Abraham II was Patriarch of the Church of the East from 837 to 850. He was a monk at Beth Abe and was later appointed a bishop of Hdatta before being elected to the patriarchate. Brief accounts of Abraham's patriarchate are given in the Ecclesiastical Chronicle of the Jacobite writer Bar Hebraeus (floruit 1280) and in the ecclesiastical histories of the Nestorian writers Mari (twelfth-century), ʿAmr (fourteenth-century) and Sliba (fourteenth-century). The following account of Abraham's patriarchate is given by Bar Hebraeus:
Sabrishoʿ II was succeeded by Abraham II, from the monastery of Beth ʿAbe, who was a man pure and chaste in body but not learned, and not up to the task of governing the church. His nephew Ephrem, his sister's son, and another son by a concubine used their power perversely. During his time the Christians were in sore straits, as the Arabs demolished several churches in Basra.[1]
Notes
- ↑ Bar Hebraeus, Ecclesiastical Chronicle (ed. Abeloos and Lamy), ii. 190
References
- Abbeloos, J. B., and Lamy, T. J., Bar Hebraeus, Chronicon Ecclesiasticum (3 vols, Paris, 1877)
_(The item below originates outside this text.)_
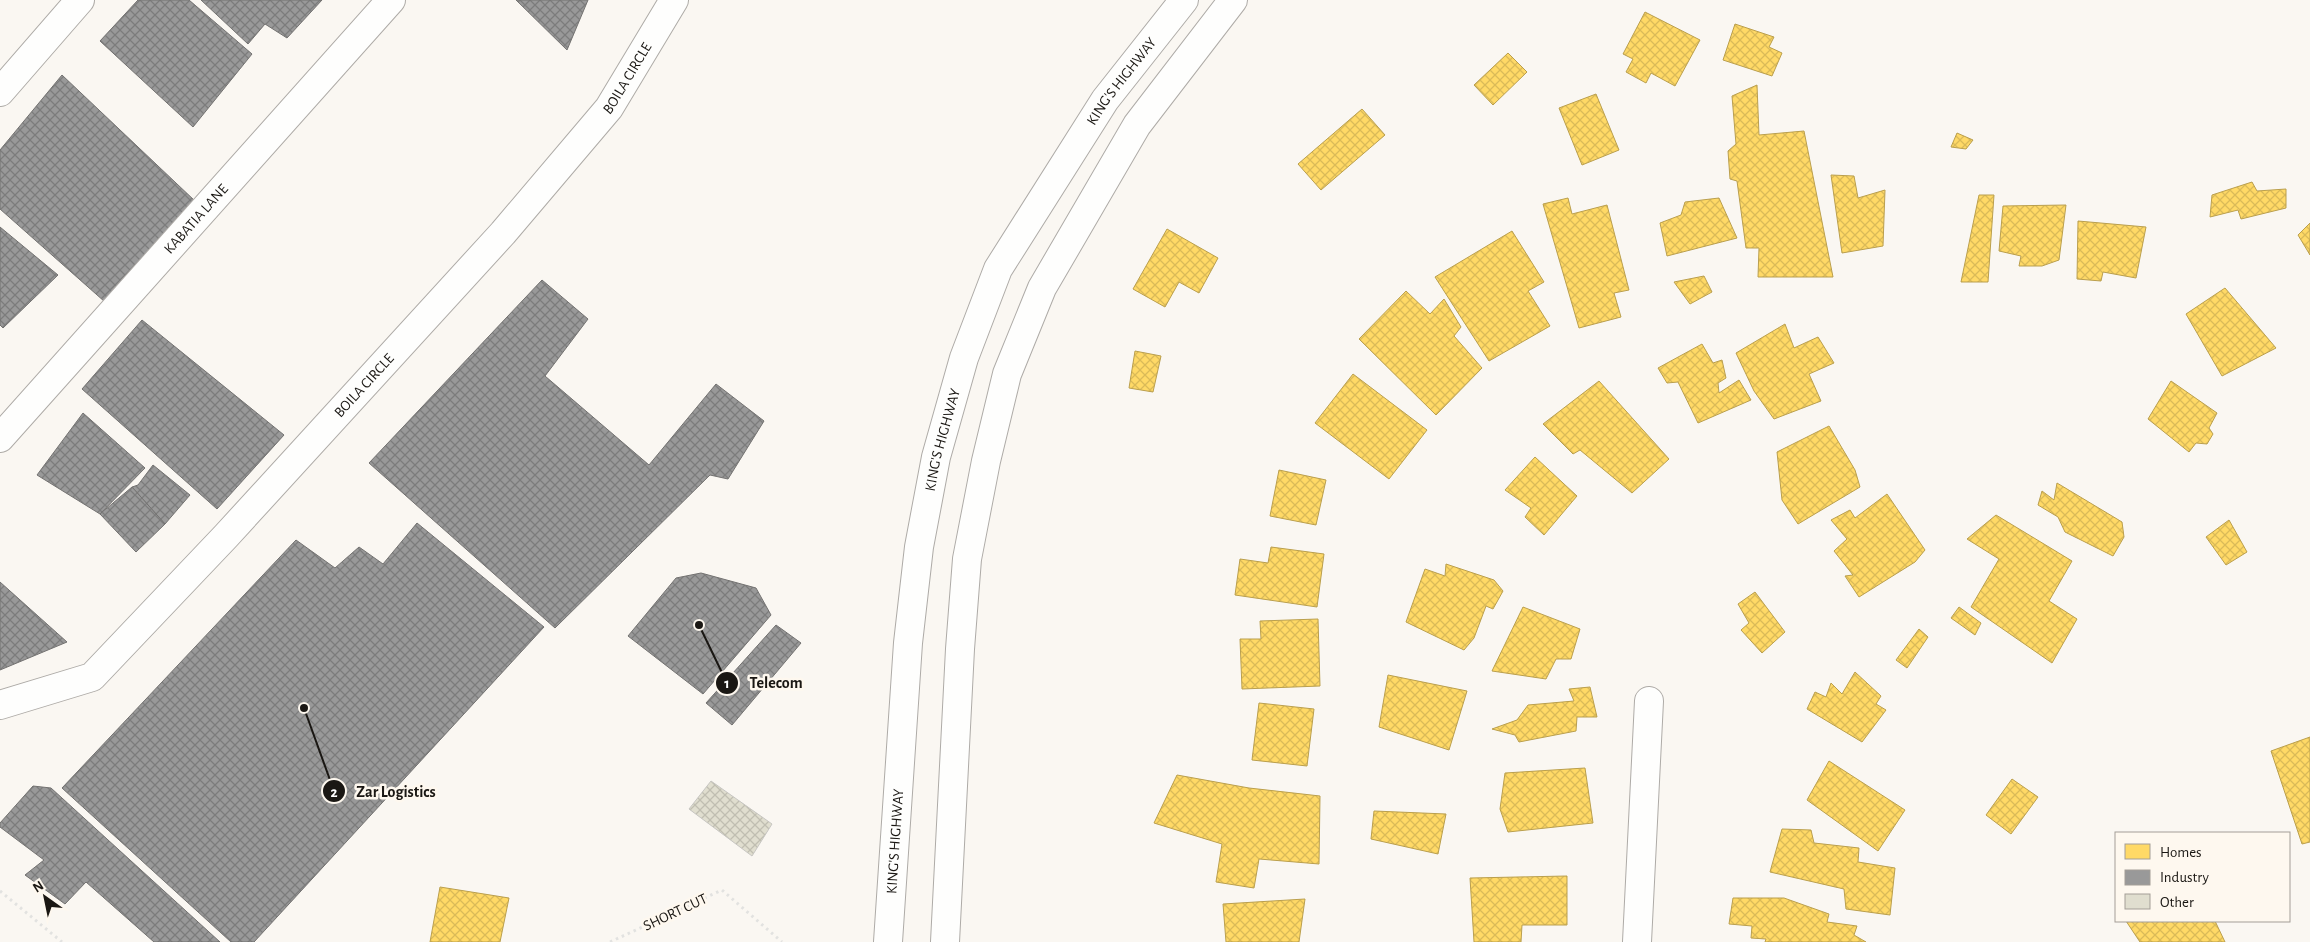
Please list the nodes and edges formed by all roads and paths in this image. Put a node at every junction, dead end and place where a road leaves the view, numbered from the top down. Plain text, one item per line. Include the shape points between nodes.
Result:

- Assemani, J. A., De Catholicis seu Patriarchis Chaldaeorum et Nestorianorum (Rome, 1775)
- Brooks, E. W., Eliae Metropolitae Nisibeni Opus Chronologicum (Rome, 1910)
- Gismondi, H., Maris, Amri, et Salibae: De Patriarchis Nestorianorum Commentaria I: Amri et Salibae Textus (Rome, 1896)
- Gismondi, H., Maris, Amri, et Salibae: De Patriarchis Nestorianorum Commentaria II: Maris textus arabicus et versio Latina (Rome, 1899)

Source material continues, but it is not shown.